Records for this task: Begin

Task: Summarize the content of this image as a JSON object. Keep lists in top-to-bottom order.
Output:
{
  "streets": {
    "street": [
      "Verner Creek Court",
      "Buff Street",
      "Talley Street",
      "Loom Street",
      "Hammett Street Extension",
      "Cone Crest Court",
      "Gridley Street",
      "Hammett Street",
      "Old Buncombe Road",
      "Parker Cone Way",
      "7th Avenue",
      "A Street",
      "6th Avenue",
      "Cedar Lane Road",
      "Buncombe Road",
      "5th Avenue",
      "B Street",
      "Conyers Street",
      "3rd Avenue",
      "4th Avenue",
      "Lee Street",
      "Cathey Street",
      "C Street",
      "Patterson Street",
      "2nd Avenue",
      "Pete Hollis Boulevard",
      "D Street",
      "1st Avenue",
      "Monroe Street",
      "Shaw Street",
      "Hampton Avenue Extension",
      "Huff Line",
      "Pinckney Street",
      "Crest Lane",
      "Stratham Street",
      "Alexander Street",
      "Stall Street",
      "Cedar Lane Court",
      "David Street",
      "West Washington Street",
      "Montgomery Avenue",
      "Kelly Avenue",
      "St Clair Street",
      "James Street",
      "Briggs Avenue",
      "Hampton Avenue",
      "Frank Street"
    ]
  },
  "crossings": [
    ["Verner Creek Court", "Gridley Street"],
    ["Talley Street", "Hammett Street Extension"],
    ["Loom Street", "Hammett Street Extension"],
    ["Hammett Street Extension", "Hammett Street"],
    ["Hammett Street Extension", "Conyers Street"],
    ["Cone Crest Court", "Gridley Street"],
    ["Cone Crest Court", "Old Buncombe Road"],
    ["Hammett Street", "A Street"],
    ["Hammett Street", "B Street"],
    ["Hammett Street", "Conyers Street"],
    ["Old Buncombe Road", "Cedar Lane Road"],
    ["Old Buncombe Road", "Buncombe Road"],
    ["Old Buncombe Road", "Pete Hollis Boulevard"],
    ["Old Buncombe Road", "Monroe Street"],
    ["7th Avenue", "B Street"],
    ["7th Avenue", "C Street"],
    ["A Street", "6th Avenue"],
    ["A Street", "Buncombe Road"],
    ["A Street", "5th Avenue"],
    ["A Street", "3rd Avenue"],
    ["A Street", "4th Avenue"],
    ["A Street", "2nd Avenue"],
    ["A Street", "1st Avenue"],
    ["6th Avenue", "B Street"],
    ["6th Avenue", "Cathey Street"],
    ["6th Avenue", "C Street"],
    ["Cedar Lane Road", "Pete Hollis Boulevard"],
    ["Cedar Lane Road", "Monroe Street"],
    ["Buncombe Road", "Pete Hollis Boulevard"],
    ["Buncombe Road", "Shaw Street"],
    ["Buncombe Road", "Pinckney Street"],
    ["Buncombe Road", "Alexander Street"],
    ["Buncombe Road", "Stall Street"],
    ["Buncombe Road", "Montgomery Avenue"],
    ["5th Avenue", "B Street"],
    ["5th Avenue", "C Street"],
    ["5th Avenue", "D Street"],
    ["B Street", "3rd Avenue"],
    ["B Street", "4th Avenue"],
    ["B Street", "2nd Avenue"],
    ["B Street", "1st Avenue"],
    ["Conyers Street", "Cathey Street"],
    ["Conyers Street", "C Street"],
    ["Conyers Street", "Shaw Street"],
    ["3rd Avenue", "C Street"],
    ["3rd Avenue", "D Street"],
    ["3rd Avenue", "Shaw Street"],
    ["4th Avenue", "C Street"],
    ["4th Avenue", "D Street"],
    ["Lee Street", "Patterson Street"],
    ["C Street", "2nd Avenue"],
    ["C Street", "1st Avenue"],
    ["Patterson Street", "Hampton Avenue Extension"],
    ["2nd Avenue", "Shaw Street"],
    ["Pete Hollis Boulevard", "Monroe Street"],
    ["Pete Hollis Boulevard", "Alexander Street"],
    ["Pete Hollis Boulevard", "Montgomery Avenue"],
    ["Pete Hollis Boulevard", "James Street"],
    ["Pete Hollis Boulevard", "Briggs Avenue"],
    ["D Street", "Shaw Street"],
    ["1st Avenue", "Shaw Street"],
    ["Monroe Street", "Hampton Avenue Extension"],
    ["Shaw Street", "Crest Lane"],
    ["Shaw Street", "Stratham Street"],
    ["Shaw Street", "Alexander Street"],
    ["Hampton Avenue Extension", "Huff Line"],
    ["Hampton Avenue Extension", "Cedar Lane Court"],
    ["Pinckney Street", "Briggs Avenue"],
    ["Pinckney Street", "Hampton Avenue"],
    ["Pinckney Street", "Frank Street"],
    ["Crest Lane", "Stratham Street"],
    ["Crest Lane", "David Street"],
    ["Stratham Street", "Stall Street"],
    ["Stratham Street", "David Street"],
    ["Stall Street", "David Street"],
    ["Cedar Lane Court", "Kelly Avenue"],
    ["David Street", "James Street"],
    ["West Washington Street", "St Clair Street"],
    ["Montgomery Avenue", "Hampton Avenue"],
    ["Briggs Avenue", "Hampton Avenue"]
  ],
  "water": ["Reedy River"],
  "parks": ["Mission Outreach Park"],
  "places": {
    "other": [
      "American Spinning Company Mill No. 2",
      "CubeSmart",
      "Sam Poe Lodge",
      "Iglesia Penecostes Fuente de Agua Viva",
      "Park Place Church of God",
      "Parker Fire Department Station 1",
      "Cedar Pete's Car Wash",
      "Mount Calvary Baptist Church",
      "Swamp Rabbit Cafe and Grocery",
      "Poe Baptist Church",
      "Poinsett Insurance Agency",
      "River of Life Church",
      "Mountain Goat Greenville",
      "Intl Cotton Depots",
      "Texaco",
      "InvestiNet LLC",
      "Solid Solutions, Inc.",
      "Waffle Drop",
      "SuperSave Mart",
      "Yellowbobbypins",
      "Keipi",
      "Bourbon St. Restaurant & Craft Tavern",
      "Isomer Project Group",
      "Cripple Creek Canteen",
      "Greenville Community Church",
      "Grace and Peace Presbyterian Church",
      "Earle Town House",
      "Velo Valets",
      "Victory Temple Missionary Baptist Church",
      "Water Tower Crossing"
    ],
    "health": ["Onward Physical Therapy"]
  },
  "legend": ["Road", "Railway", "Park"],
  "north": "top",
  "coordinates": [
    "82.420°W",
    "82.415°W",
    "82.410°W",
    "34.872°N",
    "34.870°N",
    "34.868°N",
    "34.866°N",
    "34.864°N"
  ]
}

Records for this task: End

» **Your assignment**
After reading through the records, retype all of them exactly.

» **Task answer**
Task: Summarize the content of this image as a JSON object. Keep lists in top-to-bottom order.
Output:
{
  "streets": {
    "street": [
      "Verner Creek Court",
      "Buff Street",
      "Talley Street",
      "Loom Street",
      "Hammett Street Extension",
      "Cone Crest Court",
      "Gridley Street",
      "Hammett Street",
      "Old Buncombe Road",
      "Parker Cone Way",
      "7th Avenue",
      "A Street",
      "6th Avenue",
      "Cedar Lane Road",
      "Buncombe Road",
      "5th Avenue",
      "B Street",
      "Conyers Street",
      "3rd Avenue",
      "4th Avenue",
      "Lee Street",
      "Cathey Street",
      "C Street",
      "Patterson Street",
      "2nd Avenue",
      "Pete Hollis Boulevard",
      "D Street",
      "1st Avenue",
      "Monroe Street",
      "Shaw Street",
      "Hampton Avenue Extension",
      "Huff Line",
      "Pinckney Street",
      "Crest Lane",
      "Stratham Street",
      "Alexander Street",
      "Stall Street",
      "Cedar Lane Court",
      "David Street",
      "West Washington Street",
      "Montgomery Avenue",
      "Kelly Avenue",
      "St Clair Street",
      "James Street",
      "Briggs Avenue",
      "Hampton Avenue",
      "Frank Street"
    ]
  },
  "crossings": [
    ["Verner Creek Court", "Gridley Street"],
    ["Talley Street", "Hammett Street Extension"],
    ["Loom Street", "Hammett Street Extension"],
    ["Hammett Street Extension", "Hammett Street"],
    ["Hammett Street Extension", "Conyers Street"],
    ["Cone Crest Court", "Gridley Street"],
    ["Cone Crest Court", "Old Buncombe Road"],
    ["Hammett Street", "A Street"],
    ["Hammett Street", "B Street"],
    ["Hammett Street", "Conyers Street"],
    ["Old Buncombe Road", "Cedar Lane Road"],
    ["Old Buncombe Road", "Buncombe Road"],
    ["Old Buncombe Road", "Pete Hollis Boulevard"],
    ["Old Buncombe Road", "Monroe Street"],
    ["7th Avenue", "B Street"],
    ["7th Avenue", "C Street"],
    ["A Street", "6th Avenue"],
    ["A Street", "Buncombe Road"],
    ["A Street", "5th Avenue"],
    ["A Street", "3rd Avenue"],
    ["A Street", "4th Avenue"],
    ["A Street", "2nd Avenue"],
    ["A Street", "1st Avenue"],
    ["6th Avenue", "B Street"],
    ["6th Avenue", "Cathey Street"],
    ["6th Avenue", "C Street"],
    ["Cedar Lane Road", "Pete Hollis Boulevard"],
    ["Cedar Lane Road", "Monroe Street"],
    ["Buncombe Road", "Pete Hollis Boulevard"],
    ["Buncombe Road", "Shaw Street"],
    ["Buncombe Road", "Pinckney Street"],
    ["Buncombe Road", "Alexander Street"],
    ["Buncombe Road", "Stall Street"],
    ["Buncombe Road", "Montgomery Avenue"],
    ["5th Avenue", "B Street"],
    ["5th Avenue", "C Street"],
    ["5th Avenue", "D Street"],
    ["B Street", "3rd Avenue"],
    ["B Street", "4th Avenue"],
    ["B Street", "2nd Avenue"],
    ["B Street", "1st Avenue"],
    ["Conyers Street", "Cathey Street"],
    ["Conyers Street", "C Street"],
    ["Conyers Street", "Shaw Street"],
    ["3rd Avenue", "C Street"],
    ["3rd Avenue", "D Street"],
    ["3rd Avenue", "Shaw Street"],
    ["4th Avenue", "C Street"],
    ["4th Avenue", "D Street"],
    ["Lee Street", "Patterson Street"],
    ["C Street", "2nd Avenue"],
    ["C Street", "1st Avenue"],
    ["Patterson Street", "Hampton Avenue Extension"],
    ["2nd Avenue", "Shaw Street"],
    ["Pete Hollis Boulevard", "Monroe Street"],
    ["Pete Hollis Boulevard", "Alexander Street"],
    ["Pete Hollis Boulevard", "Montgomery Avenue"],
    ["Pete Hollis Boulevard", "James Street"],
    ["Pete Hollis Boulevard", "Briggs Avenue"],
    ["D Street", "Shaw Street"],
    ["1st Avenue", "Shaw Street"],
    ["Monroe Street", "Hampton Avenue Extension"],
    ["Shaw Street", "Crest Lane"],
    ["Shaw Street", "Stratham Street"],
    ["Shaw Street", "Alexander Street"],
    ["Hampton Avenue Extension", "Huff Line"],
    ["Hampton Avenue Extension", "Cedar Lane Court"],
    ["Pinckney Street", "Briggs Avenue"],
    ["Pinckney Street", "Hampton Avenue"],
    ["Pinckney Street", "Frank Street"],
    ["Crest Lane", "Stratham Street"],
    ["Crest Lane", "David Street"],
    ["Stratham Street", "Stall Street"],
    ["Stratham Street", "David Street"],
    ["Stall Street", "David Street"],
    ["Cedar Lane Court", "Kelly Avenue"],
    ["David Street", "James Street"],
    ["West Washington Street", "St Clair Street"],
    ["Montgomery Avenue", "Hampton Avenue"],
    ["Briggs Avenue", "Hampton Avenue"]
  ],
  "water": ["Reedy River"],
  "parks": ["Mission Outreach Park"],
  "places": {
    "other": [
      "American Spinning Company Mill No. 2",
      "CubeSmart",
      "Sam Poe Lodge",
      "Iglesia Penecostes Fuente de Agua Viva",
      "Park Place Church of God",
      "Parker Fire Department Station 1",
      "Cedar Pete's Car Wash",
      "Mount Calvary Baptist Church",
      "Swamp Rabbit Cafe and Grocery",
      "Poe Baptist Church",
      "Poinsett Insurance Agency",
      "River of Life Church",
      "Mountain Goat Greenville",
      "Intl Cotton Depots",
      "Texaco",
      "InvestiNet LLC",
      "Solid Solutions, Inc.",
      "Waffle Drop",
      "SuperSave Mart",
      "Yellowbobbypins",
      "Keipi",
      "Bourbon St. Restaurant & Craft Tavern",
      "Isomer Project Group",
      "Cripple Creek Canteen",
      "Greenville Community Church",
      "Grace and Peace Presbyterian Church",
      "Earle Town House",
      "Velo Valets",
      "Victory Temple Missionary Baptist Church",
      "Water Tower Crossing"
    ],
    "health": ["Onward Physical Therapy"]
  },
  "legend": ["Road", "Railway", "Park"],
  "north": "top",
  "coordinates": [
    "82.420°W",
    "82.415°W",
    "82.410°W",
    "34.872°N",
    "34.870°N",
    "34.868°N",
    "34.866°N",
    "34.864°N"
  ]
}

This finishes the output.